## [Stored data]
'''

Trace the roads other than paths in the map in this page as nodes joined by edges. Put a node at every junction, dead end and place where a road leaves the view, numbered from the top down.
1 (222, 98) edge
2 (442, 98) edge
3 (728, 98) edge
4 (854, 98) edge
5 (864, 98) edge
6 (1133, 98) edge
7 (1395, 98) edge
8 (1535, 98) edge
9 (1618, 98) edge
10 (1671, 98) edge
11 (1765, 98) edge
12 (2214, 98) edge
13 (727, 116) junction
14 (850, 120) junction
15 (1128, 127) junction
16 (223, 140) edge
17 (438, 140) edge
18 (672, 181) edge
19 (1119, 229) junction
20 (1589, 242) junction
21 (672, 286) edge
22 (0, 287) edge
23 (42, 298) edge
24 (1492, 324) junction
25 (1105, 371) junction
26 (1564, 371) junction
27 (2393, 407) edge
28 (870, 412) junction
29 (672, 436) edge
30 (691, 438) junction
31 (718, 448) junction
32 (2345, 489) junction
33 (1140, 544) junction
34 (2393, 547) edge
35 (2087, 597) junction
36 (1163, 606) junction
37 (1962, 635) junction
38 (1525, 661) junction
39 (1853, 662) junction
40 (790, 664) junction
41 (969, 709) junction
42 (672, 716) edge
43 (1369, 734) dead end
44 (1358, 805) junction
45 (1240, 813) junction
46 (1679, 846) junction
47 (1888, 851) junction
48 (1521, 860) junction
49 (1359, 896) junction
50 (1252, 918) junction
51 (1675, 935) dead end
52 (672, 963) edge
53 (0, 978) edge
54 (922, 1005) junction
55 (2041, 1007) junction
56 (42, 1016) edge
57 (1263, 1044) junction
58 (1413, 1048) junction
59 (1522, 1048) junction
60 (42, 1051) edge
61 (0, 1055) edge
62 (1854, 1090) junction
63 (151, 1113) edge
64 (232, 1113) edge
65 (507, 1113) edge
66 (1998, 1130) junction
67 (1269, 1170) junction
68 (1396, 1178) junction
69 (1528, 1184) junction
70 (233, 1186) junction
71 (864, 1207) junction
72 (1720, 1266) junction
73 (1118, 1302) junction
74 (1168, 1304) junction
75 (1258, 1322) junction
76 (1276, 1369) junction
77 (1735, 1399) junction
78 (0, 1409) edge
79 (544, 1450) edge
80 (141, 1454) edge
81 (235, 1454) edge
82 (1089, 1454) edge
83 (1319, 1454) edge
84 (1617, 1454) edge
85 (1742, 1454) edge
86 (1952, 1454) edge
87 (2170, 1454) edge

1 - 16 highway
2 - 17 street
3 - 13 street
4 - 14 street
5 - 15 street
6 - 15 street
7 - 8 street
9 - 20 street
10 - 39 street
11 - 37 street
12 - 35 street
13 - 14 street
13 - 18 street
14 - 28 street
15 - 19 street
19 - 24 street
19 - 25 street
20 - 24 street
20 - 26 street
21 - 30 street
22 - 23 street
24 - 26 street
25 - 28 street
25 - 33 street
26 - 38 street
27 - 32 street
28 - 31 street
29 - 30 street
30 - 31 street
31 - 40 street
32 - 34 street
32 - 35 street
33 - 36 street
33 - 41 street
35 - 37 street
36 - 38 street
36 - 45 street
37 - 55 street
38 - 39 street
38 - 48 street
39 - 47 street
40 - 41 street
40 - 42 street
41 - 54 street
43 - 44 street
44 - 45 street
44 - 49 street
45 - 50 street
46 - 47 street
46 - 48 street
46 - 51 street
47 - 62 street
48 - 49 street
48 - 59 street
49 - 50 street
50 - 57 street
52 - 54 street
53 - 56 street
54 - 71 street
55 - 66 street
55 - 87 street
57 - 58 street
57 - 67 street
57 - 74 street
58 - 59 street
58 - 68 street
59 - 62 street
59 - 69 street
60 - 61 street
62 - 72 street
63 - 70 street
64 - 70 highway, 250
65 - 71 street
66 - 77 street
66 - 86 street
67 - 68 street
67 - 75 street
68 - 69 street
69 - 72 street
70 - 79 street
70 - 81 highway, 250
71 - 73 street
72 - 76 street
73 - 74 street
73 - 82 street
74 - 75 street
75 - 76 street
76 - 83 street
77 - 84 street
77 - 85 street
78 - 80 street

'''

Reproduce the records above exactly, character for character.

## [Solution for this task]
Trace the roads other than paths in the map in this page as nodes joined by edges. Put a node at every junction, dead end and place where a road leaves the view, numbered from the top down.
1 (222, 98) edge
2 (442, 98) edge
3 (728, 98) edge
4 (854, 98) edge
5 (864, 98) edge
6 (1133, 98) edge
7 (1395, 98) edge
8 (1535, 98) edge
9 (1618, 98) edge
10 (1671, 98) edge
11 (1765, 98) edge
12 (2214, 98) edge
13 (727, 116) junction
14 (850, 120) junction
15 (1128, 127) junction
16 (223, 140) edge
17 (438, 140) edge
18 (672, 181) edge
19 (1119, 229) junction
20 (1589, 242) junction
21 (672, 286) edge
22 (0, 287) edge
23 (42, 298) edge
24 (1492, 324) junction
25 (1105, 371) junction
26 (1564, 371) junction
27 (2393, 407) edge
28 (870, 412) junction
29 (672, 436) edge
30 (691, 438) junction
31 (718, 448) junction
32 (2345, 489) junction
33 (1140, 544) junction
34 (2393, 547) edge
35 (2087, 597) junction
36 (1163, 606) junction
37 (1962, 635) junction
38 (1525, 661) junction
39 (1853, 662) junction
40 (790, 664) junction
41 (969, 709) junction
42 (672, 716) edge
43 (1369, 734) dead end
44 (1358, 805) junction
45 (1240, 813) junction
46 (1679, 846) junction
47 (1888, 851) junction
48 (1521, 860) junction
49 (1359, 896) junction
50 (1252, 918) junction
51 (1675, 935) dead end
52 (672, 963) edge
53 (0, 978) edge
54 (922, 1005) junction
55 (2041, 1007) junction
56 (42, 1016) edge
57 (1263, 1044) junction
58 (1413, 1048) junction
59 (1522, 1048) junction
60 (42, 1051) edge
61 (0, 1055) edge
62 (1854, 1090) junction
63 (151, 1113) edge
64 (232, 1113) edge
65 (507, 1113) edge
66 (1998, 1130) junction
67 (1269, 1170) junction
68 (1396, 1178) junction
69 (1528, 1184) junction
70 (233, 1186) junction
71 (864, 1207) junction
72 (1720, 1266) junction
73 (1118, 1302) junction
74 (1168, 1304) junction
75 (1258, 1322) junction
76 (1276, 1369) junction
77 (1735, 1399) junction
78 (0, 1409) edge
79 (544, 1450) edge
80 (141, 1454) edge
81 (235, 1454) edge
82 (1089, 1454) edge
83 (1319, 1454) edge
84 (1617, 1454) edge
85 (1742, 1454) edge
86 (1952, 1454) edge
87 (2170, 1454) edge

1 - 16 highway
2 - 17 street
3 - 13 street
4 - 14 street
5 - 15 street
6 - 15 street
7 - 8 street
9 - 20 street
10 - 39 street
11 - 37 street
12 - 35 street
13 - 14 street
13 - 18 street
14 - 28 street
15 - 19 street
19 - 24 street
19 - 25 street
20 - 24 street
20 - 26 street
21 - 30 street
22 - 23 street
24 - 26 street
25 - 28 street
25 - 33 street
26 - 38 street
27 - 32 street
28 - 31 street
29 - 30 street
30 - 31 street
31 - 40 street
32 - 34 street
32 - 35 street
33 - 36 street
33 - 41 street
35 - 37 street
36 - 38 street
36 - 45 street
37 - 55 street
38 - 39 street
38 - 48 street
39 - 47 street
40 - 41 street
40 - 42 street
41 - 54 street
43 - 44 street
44 - 45 street
44 - 49 street
45 - 50 street
46 - 47 street
46 - 48 street
46 - 51 street
47 - 62 street
48 - 49 street
48 - 59 street
49 - 50 street
50 - 57 street
52 - 54 street
53 - 56 street
54 - 71 street
55 - 66 street
55 - 87 street
57 - 58 street
57 - 67 street
57 - 74 street
58 - 59 street
58 - 68 street
59 - 62 street
59 - 69 street
60 - 61 street
62 - 72 street
63 - 70 street
64 - 70 highway, 250
65 - 71 street
66 - 77 street
66 - 86 street
67 - 68 street
67 - 75 street
68 - 69 street
69 - 72 street
70 - 79 street
70 - 81 highway, 250
71 - 73 street
72 - 76 street
73 - 74 street
73 - 82 street
74 - 75 street
75 - 76 street
76 - 83 street
77 - 84 street
77 - 85 street
78 - 80 street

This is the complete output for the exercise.